▶ **EXERCISE DIRECTIONS**
Print all the records below, word for word and in full.

(Stored items)
______

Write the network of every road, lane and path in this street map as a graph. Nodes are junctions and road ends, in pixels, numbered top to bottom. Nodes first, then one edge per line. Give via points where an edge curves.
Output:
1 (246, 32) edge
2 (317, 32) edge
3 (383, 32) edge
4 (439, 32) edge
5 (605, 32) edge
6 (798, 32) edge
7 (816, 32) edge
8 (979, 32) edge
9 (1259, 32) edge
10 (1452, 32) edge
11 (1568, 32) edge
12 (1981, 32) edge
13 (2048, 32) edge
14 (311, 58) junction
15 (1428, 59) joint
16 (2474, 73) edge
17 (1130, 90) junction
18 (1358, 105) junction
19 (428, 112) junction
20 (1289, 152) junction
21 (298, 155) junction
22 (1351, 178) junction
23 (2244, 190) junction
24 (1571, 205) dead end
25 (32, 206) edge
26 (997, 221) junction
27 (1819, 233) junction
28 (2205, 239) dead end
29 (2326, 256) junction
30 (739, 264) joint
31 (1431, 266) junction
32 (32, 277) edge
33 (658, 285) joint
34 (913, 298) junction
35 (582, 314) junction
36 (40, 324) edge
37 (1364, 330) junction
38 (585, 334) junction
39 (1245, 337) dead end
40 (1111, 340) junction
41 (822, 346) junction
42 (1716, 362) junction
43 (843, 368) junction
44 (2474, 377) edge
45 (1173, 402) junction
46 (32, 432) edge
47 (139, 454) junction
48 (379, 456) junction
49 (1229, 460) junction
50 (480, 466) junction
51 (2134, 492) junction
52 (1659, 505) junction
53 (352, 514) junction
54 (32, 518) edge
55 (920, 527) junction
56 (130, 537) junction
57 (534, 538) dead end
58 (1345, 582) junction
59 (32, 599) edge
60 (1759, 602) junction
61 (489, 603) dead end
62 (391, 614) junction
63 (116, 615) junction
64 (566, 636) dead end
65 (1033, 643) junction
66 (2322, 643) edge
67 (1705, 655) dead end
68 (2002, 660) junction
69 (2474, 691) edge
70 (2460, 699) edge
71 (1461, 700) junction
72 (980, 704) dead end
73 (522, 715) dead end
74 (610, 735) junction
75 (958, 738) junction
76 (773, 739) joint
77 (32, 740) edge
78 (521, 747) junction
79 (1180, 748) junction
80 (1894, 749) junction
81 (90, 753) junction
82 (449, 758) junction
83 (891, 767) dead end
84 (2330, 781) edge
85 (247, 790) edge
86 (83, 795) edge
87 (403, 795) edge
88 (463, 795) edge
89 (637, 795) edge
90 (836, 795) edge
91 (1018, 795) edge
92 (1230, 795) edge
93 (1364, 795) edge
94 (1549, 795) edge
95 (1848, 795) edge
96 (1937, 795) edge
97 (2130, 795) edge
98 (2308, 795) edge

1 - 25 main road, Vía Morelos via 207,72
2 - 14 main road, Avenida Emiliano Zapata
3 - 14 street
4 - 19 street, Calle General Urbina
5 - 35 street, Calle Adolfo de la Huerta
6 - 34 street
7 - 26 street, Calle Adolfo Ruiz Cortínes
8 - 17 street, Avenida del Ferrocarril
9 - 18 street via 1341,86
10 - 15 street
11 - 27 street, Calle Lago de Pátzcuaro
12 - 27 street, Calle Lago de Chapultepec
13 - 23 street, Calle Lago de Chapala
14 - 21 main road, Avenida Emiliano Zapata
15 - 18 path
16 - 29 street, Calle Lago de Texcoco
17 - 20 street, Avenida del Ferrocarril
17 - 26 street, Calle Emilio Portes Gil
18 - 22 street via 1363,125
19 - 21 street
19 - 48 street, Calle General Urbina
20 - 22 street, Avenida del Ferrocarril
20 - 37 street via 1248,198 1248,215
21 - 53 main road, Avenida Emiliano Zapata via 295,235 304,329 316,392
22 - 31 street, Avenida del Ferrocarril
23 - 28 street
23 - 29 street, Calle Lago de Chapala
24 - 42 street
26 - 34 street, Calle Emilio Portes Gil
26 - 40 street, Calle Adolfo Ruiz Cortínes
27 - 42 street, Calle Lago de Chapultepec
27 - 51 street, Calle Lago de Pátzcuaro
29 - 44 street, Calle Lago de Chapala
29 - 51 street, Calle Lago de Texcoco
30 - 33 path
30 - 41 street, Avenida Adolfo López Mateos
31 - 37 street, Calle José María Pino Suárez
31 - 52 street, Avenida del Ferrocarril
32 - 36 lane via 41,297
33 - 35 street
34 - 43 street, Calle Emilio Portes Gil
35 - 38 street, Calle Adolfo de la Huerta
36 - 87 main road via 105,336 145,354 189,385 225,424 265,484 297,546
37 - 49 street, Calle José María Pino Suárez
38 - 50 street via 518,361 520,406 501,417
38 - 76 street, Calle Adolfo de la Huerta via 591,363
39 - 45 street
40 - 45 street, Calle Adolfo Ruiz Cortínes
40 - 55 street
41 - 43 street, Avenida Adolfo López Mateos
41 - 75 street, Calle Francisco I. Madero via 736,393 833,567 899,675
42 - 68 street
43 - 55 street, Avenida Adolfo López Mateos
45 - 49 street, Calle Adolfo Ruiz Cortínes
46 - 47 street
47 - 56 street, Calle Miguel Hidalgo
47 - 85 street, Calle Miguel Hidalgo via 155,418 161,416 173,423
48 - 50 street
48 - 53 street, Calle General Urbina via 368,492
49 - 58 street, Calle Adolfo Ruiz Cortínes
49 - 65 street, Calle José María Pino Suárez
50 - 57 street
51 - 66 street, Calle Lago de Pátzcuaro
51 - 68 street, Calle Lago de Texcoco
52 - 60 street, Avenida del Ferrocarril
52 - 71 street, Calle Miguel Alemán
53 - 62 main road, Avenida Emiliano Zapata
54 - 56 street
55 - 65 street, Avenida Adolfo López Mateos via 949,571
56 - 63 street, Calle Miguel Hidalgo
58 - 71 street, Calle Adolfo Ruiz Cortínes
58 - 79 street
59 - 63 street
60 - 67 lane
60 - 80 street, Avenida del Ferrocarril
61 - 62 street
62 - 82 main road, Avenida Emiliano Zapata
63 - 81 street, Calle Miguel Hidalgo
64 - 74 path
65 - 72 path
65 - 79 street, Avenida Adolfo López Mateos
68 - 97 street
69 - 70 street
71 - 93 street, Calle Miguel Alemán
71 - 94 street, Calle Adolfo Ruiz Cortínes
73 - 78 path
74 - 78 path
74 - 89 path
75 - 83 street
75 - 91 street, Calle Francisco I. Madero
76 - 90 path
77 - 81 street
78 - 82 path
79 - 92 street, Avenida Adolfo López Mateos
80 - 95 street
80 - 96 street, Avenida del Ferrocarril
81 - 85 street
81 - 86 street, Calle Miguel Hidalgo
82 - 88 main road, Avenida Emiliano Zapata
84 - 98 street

______

▶ **EXPECTED ANSWER**
Write the network of every road, lane and path in this street map as a graph. Nodes are junctions and road ends, in pixels, numbered top to bottom. Nodes first, then one edge per line. Give via points where an edge curves.
Output:
1 (246, 32) edge
2 (317, 32) edge
3 (383, 32) edge
4 (439, 32) edge
5 (605, 32) edge
6 (798, 32) edge
7 (816, 32) edge
8 (979, 32) edge
9 (1259, 32) edge
10 (1452, 32) edge
11 (1568, 32) edge
12 (1981, 32) edge
13 (2048, 32) edge
14 (311, 58) junction
15 (1428, 59) joint
16 (2474, 73) edge
17 (1130, 90) junction
18 (1358, 105) junction
19 (428, 112) junction
20 (1289, 152) junction
21 (298, 155) junction
22 (1351, 178) junction
23 (2244, 190) junction
24 (1571, 205) dead end
25 (32, 206) edge
26 (997, 221) junction
27 (1819, 233) junction
28 (2205, 239) dead end
29 (2326, 256) junction
30 (739, 264) joint
31 (1431, 266) junction
32 (32, 277) edge
33 (658, 285) joint
34 (913, 298) junction
35 (582, 314) junction
36 (40, 324) edge
37 (1364, 330) junction
38 (585, 334) junction
39 (1245, 337) dead end
40 (1111, 340) junction
41 (822, 346) junction
42 (1716, 362) junction
43 (843, 368) junction
44 (2474, 377) edge
45 (1173, 402) junction
46 (32, 432) edge
47 (139, 454) junction
48 (379, 456) junction
49 (1229, 460) junction
50 (480, 466) junction
51 (2134, 492) junction
52 (1659, 505) junction
53 (352, 514) junction
54 (32, 518) edge
55 (920, 527) junction
56 (130, 537) junction
57 (534, 538) dead end
58 (1345, 582) junction
59 (32, 599) edge
60 (1759, 602) junction
61 (489, 603) dead end
62 (391, 614) junction
63 (116, 615) junction
64 (566, 636) dead end
65 (1033, 643) junction
66 (2322, 643) edge
67 (1705, 655) dead end
68 (2002, 660) junction
69 (2474, 691) edge
70 (2460, 699) edge
71 (1461, 700) junction
72 (980, 704) dead end
73 (522, 715) dead end
74 (610, 735) junction
75 (958, 738) junction
76 (773, 739) joint
77 (32, 740) edge
78 (521, 747) junction
79 (1180, 748) junction
80 (1894, 749) junction
81 (90, 753) junction
82 (449, 758) junction
83 (891, 767) dead end
84 (2330, 781) edge
85 (247, 790) edge
86 (83, 795) edge
87 (403, 795) edge
88 (463, 795) edge
89 (637, 795) edge
90 (836, 795) edge
91 (1018, 795) edge
92 (1230, 795) edge
93 (1364, 795) edge
94 (1549, 795) edge
95 (1848, 795) edge
96 (1937, 795) edge
97 (2130, 795) edge
98 (2308, 795) edge

1 - 25 main road, Vía Morelos via 207,72
2 - 14 main road, Avenida Emiliano Zapata
3 - 14 street
4 - 19 street, Calle General Urbina
5 - 35 street, Calle Adolfo de la Huerta
6 - 34 street
7 - 26 street, Calle Adolfo Ruiz Cortínes
8 - 17 street, Avenida del Ferrocarril
9 - 18 street via 1341,86
10 - 15 street
11 - 27 street, Calle Lago de Pátzcuaro
12 - 27 street, Calle Lago de Chapultepec
13 - 23 street, Calle Lago de Chapala
14 - 21 main road, Avenida Emiliano Zapata
15 - 18 path
16 - 29 street, Calle Lago de Texcoco
17 - 20 street, Avenida del Ferrocarril
17 - 26 street, Calle Emilio Portes Gil
18 - 22 street via 1363,125
19 - 21 street
19 - 48 street, Calle General Urbina
20 - 22 street, Avenida del Ferrocarril
20 - 37 street via 1248,198 1248,215
21 - 53 main road, Avenida Emiliano Zapata via 295,235 304,329 316,392
22 - 31 street, Avenida del Ferrocarril
23 - 28 street
23 - 29 street, Calle Lago de Chapala
24 - 42 street
26 - 34 street, Calle Emilio Portes Gil
26 - 40 street, Calle Adolfo Ruiz Cortínes
27 - 42 street, Calle Lago de Chapultepec
27 - 51 street, Calle Lago de Pátzcuaro
29 - 44 street, Calle Lago de Chapala
29 - 51 street, Calle Lago de Texcoco
30 - 33 path
30 - 41 street, Avenida Adolfo López Mateos
31 - 37 street, Calle José María Pino Suárez
31 - 52 street, Avenida del Ferrocarril
32 - 36 lane via 41,297
33 - 35 street
34 - 43 street, Calle Emilio Portes Gil
35 - 38 street, Calle Adolfo de la Huerta
36 - 87 main road via 105,336 145,354 189,385 225,424 265,484 297,546
37 - 49 street, Calle José María Pino Suárez
38 - 50 street via 518,361 520,406 501,417
38 - 76 street, Calle Adolfo de la Huerta via 591,363
39 - 45 street
40 - 45 street, Calle Adolfo Ruiz Cortínes
40 - 55 street
41 - 43 street, Avenida Adolfo López Mateos
41 - 75 street, Calle Francisco I. Madero via 736,393 833,567 899,675
42 - 68 street
43 - 55 street, Avenida Adolfo López Mateos
45 - 49 street, Calle Adolfo Ruiz Cortínes
46 - 47 street
47 - 56 street, Calle Miguel Hidalgo
47 - 85 street, Calle Miguel Hidalgo via 155,418 161,416 173,423
48 - 50 street
48 - 53 street, Calle General Urbina via 368,492
49 - 58 street, Calle Adolfo Ruiz Cortínes
49 - 65 street, Calle José María Pino Suárez
50 - 57 street
51 - 66 street, Calle Lago de Pátzcuaro
51 - 68 street, Calle Lago de Texcoco
52 - 60 street, Avenida del Ferrocarril
52 - 71 street, Calle Miguel Alemán
53 - 62 main road, Avenida Emiliano Zapata
54 - 56 street
55 - 65 street, Avenida Adolfo López Mateos via 949,571
56 - 63 street, Calle Miguel Hidalgo
58 - 71 street, Calle Adolfo Ruiz Cortínes
58 - 79 street
59 - 63 street
60 - 67 lane
60 - 80 street, Avenida del Ferrocarril
61 - 62 street
62 - 82 main road, Avenida Emiliano Zapata
63 - 81 street, Calle Miguel Hidalgo
64 - 74 path
65 - 72 path
65 - 79 street, Avenida Adolfo López Mateos
68 - 97 street
69 - 70 street
71 - 93 street, Calle Miguel Alemán
71 - 94 street, Calle Adolfo Ruiz Cortínes
73 - 78 path
74 - 78 path
74 - 89 path
75 - 83 street
75 - 91 street, Calle Francisco I. Madero
76 - 90 path
77 - 81 street
78 - 82 path
79 - 92 street, Avenida Adolfo López Mateos
80 - 95 street
80 - 96 street, Avenida del Ferrocarril
81 - 85 street
81 - 86 street, Calle Miguel Hidalgo
82 - 88 main road, Avenida Emiliano Zapata
84 - 98 street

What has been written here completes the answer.